# YOUR TASK:
Everything in the listing below has to be repeated exactly, except the pictures.

# EXERCISE MATERIALS:
■ ■ ■

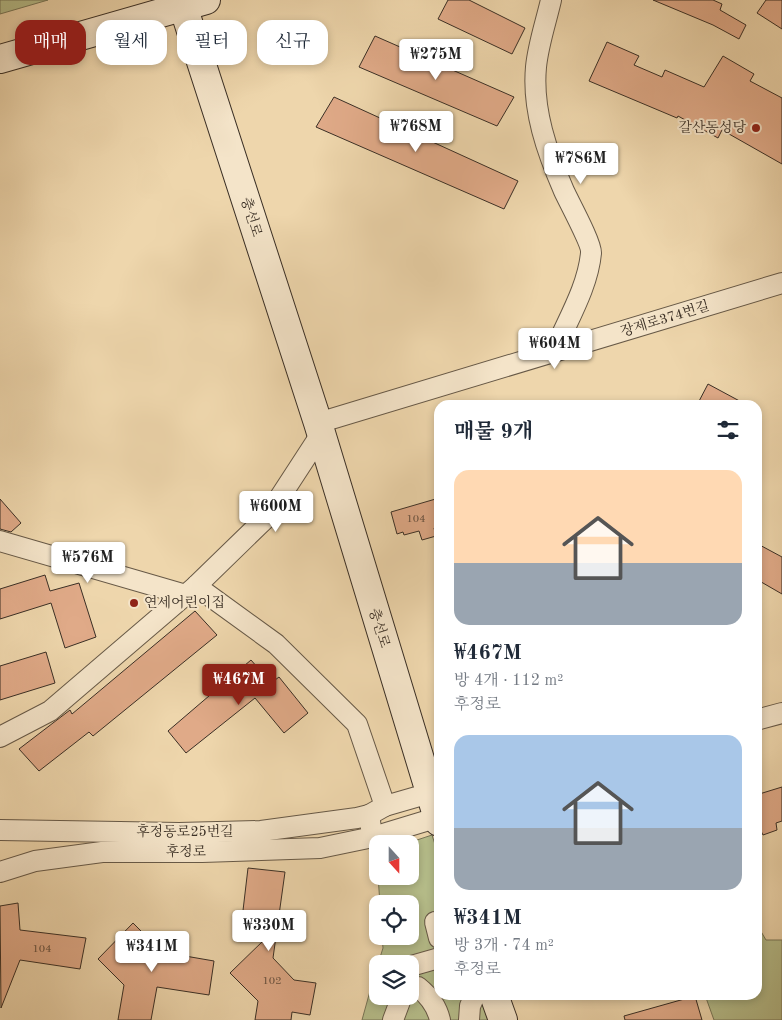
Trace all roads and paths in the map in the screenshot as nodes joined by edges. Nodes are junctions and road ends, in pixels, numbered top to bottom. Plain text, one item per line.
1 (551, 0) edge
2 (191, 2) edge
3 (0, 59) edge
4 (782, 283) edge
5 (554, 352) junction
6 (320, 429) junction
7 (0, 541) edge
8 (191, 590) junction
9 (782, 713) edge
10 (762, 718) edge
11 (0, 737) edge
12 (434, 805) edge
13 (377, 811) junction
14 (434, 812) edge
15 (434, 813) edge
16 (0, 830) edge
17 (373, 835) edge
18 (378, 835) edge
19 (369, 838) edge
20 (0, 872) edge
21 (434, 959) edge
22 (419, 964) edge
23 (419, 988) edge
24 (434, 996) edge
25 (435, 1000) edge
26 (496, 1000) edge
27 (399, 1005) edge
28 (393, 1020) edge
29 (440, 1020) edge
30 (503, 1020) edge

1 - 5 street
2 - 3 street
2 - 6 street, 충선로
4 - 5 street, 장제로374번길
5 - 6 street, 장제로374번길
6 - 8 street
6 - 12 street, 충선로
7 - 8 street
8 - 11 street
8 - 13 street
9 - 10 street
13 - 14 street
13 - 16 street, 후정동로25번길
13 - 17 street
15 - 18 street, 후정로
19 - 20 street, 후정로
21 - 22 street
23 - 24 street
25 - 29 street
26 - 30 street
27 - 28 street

■ ■ ■

# EXPECTED ANSWER:
Trace all roads and paths in the map in the screenshot as nodes joined by edges. Nodes are junctions and road ends, in pixels, numbered top to bottom. Plain text, one item per line.
1 (551, 0) edge
2 (191, 2) edge
3 (0, 59) edge
4 (782, 283) edge
5 (554, 352) junction
6 (320, 429) junction
7 (0, 541) edge
8 (191, 590) junction
9 (782, 713) edge
10 (762, 718) edge
11 (0, 737) edge
12 (434, 805) edge
13 (377, 811) junction
14 (434, 812) edge
15 (434, 813) edge
16 (0, 830) edge
17 (373, 835) edge
18 (378, 835) edge
19 (369, 838) edge
20 (0, 872) edge
21 (434, 959) edge
22 (419, 964) edge
23 (419, 988) edge
24 (434, 996) edge
25 (435, 1000) edge
26 (496, 1000) edge
27 (399, 1005) edge
28 (393, 1020) edge
29 (440, 1020) edge
30 (503, 1020) edge

1 - 5 street
2 - 3 street
2 - 6 street, 충선로
4 - 5 street, 장제로374번길
5 - 6 street, 장제로374번길
6 - 8 street
6 - 12 street, 충선로
7 - 8 street
8 - 11 street
8 - 13 street
9 - 10 street
13 - 14 street
13 - 16 street, 후정동로25번길
13 - 17 street
15 - 18 street, 후정로
19 - 20 street, 후정로
21 - 22 street
23 - 24 street
25 - 29 street
26 - 30 street
27 - 28 street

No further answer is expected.